Really stuck on seperating my buffer into segments

Programming, for all ages and all languages.
User avatar
kmcguire
Member
Member
Posts: 120
Joined: Tue Nov 09, 2004 12:00 am
Location: United States
Contact:

Re: Really stuck on seperating my buffer into segments

Post by kmcguire »

Thats the problem most likely. What is happening is that:

Code: Select all

char *data_1;
char *data_2;
Local Function Variables
Are allocated on the stack for the function. These variables are called local. They are always allocated on the stack. Lets talk a little about variables in C. You have quite a few basic ones like: char, short, and int.

Signed/Unsigned And Space Used On i386+
Then you can perpend unsigned or signed onto them like: unsigned short, signed int, or unsigned char. On a i386+ machine all types are by default signed.

So what does signed and unsigned mean? Well, they have to do with weather the integer can handle negative numbers. In mathematics you have something called a sign that tells if a number is negative like: +4, -5, or 6. Where 6 is by default positive. On the i386 processor there exists instructions to deal with signed or unsigned numbers. Why have unsigned or signed numbers? Well, the represent a number as negative or positive requires some space to store this. It is stored for a signed number in the most significant bit. If you remember that a byte is eight bits then you should understand that a signed byte would only have seven actual bits to store a value since the eight-th bit is used for the negative or positive sign.

This causes your data types like: char, short, and int; to change range. The range is two numbers that describe what values the integer can hold. For example:

unsigned char 0 to 255
signed char -128 to 128
unsigned short 0 to 65535
signed short -32767 to 32767
unsigned int 0 to 4294967296
signed int -2147483648 to 2147483648

Also lets go over how much space each takes on the i386+.
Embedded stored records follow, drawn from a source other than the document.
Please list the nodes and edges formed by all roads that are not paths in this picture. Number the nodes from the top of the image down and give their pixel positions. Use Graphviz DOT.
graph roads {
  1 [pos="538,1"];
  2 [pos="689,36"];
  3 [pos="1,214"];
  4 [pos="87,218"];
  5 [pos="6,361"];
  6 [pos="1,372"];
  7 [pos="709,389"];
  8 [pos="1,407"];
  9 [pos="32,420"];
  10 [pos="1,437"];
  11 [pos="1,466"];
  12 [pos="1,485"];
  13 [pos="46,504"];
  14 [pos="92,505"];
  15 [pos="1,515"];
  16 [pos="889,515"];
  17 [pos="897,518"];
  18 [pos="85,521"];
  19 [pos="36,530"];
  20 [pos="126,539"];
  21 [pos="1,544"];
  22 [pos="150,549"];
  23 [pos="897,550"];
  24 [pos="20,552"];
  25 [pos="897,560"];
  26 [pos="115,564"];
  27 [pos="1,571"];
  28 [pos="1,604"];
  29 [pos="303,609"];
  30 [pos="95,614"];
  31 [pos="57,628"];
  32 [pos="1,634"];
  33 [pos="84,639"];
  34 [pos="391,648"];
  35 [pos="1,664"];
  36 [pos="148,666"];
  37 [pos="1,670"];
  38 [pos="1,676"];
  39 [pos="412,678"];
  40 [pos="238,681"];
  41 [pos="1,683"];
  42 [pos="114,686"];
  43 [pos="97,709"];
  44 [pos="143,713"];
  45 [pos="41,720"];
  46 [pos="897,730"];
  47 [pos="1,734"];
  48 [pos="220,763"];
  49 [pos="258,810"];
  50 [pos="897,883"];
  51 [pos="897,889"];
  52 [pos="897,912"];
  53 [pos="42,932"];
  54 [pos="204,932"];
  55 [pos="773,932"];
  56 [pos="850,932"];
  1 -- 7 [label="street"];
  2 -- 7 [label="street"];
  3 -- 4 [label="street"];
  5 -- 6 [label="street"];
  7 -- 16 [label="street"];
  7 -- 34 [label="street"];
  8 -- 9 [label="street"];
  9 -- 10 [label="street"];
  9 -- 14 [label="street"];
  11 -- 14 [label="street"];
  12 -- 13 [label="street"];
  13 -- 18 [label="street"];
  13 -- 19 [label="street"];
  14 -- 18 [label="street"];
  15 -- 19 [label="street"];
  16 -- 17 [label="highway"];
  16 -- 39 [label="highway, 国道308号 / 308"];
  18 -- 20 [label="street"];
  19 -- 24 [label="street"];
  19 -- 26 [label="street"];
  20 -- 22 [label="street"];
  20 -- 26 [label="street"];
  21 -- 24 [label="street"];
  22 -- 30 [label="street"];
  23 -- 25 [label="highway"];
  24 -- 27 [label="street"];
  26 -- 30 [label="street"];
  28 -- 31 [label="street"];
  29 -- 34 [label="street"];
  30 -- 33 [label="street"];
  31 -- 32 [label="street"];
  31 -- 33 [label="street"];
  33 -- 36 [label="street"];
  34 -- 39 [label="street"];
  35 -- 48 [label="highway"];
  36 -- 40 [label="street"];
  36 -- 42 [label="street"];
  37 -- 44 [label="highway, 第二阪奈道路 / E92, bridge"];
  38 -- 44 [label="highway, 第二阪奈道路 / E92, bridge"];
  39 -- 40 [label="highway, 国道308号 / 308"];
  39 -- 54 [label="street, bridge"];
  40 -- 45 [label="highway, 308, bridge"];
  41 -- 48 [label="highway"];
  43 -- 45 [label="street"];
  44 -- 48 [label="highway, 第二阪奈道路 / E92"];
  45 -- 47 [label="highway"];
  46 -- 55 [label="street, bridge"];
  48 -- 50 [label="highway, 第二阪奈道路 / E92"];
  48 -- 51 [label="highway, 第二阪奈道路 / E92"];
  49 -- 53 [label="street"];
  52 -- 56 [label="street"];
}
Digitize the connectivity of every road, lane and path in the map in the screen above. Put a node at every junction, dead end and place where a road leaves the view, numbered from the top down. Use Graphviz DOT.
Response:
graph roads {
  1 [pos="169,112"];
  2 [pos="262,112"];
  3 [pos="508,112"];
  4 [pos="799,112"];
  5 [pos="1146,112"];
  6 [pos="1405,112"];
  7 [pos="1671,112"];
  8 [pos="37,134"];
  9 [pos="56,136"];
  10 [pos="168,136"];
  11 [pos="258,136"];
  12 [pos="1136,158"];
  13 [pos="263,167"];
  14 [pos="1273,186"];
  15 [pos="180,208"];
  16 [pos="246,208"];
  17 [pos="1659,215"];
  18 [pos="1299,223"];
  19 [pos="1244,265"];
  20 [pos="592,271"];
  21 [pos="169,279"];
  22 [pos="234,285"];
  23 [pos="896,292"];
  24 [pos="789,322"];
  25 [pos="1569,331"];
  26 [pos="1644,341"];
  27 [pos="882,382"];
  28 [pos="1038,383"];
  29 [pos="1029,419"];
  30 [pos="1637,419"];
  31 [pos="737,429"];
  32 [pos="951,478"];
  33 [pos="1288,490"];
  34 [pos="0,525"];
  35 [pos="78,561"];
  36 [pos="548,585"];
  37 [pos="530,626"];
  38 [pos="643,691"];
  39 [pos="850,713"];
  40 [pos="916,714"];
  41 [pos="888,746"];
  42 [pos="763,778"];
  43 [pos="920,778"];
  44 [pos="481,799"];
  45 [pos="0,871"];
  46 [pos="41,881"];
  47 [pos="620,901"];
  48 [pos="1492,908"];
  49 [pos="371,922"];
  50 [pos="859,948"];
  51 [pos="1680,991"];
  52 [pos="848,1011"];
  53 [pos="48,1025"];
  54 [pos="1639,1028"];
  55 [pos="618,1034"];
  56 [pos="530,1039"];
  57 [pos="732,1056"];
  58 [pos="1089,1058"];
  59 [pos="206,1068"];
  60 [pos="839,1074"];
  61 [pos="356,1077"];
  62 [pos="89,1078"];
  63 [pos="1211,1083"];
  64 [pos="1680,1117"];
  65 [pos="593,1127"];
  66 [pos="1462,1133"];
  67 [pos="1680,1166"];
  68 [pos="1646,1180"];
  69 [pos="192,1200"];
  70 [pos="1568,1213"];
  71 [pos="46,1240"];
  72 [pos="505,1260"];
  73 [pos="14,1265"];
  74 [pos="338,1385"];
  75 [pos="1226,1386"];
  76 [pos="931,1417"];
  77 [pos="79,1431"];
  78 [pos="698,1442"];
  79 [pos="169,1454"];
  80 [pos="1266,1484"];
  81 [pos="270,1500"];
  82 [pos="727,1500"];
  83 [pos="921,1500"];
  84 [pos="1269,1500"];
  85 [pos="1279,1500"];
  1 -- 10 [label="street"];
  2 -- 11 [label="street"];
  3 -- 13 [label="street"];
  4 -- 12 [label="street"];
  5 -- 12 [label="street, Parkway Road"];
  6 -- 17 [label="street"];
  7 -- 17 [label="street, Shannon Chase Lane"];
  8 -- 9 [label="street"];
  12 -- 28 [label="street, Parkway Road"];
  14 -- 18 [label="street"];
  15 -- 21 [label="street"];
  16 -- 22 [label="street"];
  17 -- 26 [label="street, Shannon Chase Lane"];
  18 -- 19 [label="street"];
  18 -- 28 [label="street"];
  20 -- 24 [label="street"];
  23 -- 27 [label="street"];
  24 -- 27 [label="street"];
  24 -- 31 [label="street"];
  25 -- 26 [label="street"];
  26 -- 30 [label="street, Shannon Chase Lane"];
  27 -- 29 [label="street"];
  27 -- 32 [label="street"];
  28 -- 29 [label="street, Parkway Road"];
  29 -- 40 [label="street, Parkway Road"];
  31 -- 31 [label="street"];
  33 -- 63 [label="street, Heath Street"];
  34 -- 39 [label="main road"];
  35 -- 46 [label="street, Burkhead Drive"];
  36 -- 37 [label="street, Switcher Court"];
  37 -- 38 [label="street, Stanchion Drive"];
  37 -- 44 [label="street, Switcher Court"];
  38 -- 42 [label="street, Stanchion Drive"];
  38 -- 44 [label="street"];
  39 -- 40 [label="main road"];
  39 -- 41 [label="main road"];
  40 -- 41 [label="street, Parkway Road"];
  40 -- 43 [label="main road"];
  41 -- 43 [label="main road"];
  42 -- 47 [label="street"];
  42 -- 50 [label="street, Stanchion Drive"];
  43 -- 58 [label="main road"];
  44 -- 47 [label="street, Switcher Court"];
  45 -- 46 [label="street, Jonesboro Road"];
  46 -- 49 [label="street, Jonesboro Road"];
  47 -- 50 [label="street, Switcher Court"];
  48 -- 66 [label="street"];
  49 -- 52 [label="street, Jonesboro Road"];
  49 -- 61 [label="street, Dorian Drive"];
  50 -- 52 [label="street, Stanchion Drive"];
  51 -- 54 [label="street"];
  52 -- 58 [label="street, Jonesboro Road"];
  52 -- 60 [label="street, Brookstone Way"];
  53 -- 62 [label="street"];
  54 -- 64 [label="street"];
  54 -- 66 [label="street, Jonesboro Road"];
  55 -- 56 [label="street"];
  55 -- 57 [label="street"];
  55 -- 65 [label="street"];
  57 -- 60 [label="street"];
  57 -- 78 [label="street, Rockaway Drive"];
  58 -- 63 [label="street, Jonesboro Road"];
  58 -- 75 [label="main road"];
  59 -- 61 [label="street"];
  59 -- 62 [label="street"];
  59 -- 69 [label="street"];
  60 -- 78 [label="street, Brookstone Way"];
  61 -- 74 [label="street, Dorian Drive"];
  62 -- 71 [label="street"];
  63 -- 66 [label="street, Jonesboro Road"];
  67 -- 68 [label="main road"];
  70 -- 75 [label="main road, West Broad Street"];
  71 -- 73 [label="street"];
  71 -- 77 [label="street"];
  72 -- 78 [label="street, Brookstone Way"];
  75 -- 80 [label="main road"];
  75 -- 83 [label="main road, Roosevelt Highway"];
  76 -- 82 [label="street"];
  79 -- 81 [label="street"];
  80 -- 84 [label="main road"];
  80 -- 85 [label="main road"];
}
unsigned char and signed char take 1 byte
unsigned short and signed short take 2 bytes
unsigned int and signed int take 4 bytes

More Portable Types
You can also use the include file stdint.h like: #include <stdint.h>
Which defines types such as:
uint8_t, int8_t, uint16_t, int16_t, uint32_t, int32_t that are guaranteed to use the same numbers of bytes no matter what machine your are targeting when compiling.
http://en.wikipedia.org/wiki/Stdint.h

Local Function Variables On Stack
When your function is compiled the compiler emits machine instruction that reserve some space on the stack. This space it reserves is enough to hold your local function variables. Lets say you have:

Code: Select all

char myVariable1;
char myVariable2;
If you remember the char type is one byte in size. You can check this by doing:

Code: Select all

printf("The size of a char is %u.\n", sizeof(char));
So if each variables takes one byte and we have two then that means the compiler will emit instructions to reserve two bytes on the stack for local function variables. The way the compiler reserves space on the stack is by using the stack pointer. The stack pointer is a register in the CPU that holds a thirty-two bit address when you are in protected mode using a i386+ processor. Stacks also grow downward and not upward. So the compiler will emit something like this:

Code: Select all

sub %esp, $2
This prepares the stack in the case of a function call. Since we start storing our local variable myVariable1 at ESP before the subtraction, and we store myVariable2 at ESP-1 before the subtraction. We do ESP-2 in case we perform a call instruction which will push the current EIP value onto the stack at the location pointed to by ESP so a RET instruction can later be used to come back. Take a look at this:

Code: Select all

myFunction:
mov %esp, %ebp
sub %esp, $2
movb $0, (%ebp)
movb $1, $-1(%ebp)
call myOtherFunction
ret
Which would be the equivalent of:

Code: Select all

void myFunction(void)
{
    char myVariable1;
    char myVariable2;
    myVariable1 = 0;
    myVariable2= 1;
    myOtherFunction();
    return;
}
Even if you do not understand everything you should understand that there was two bytes reserved on the stack for the local function variables: myVariable1 and myVariable2; using ESP the stack pointer.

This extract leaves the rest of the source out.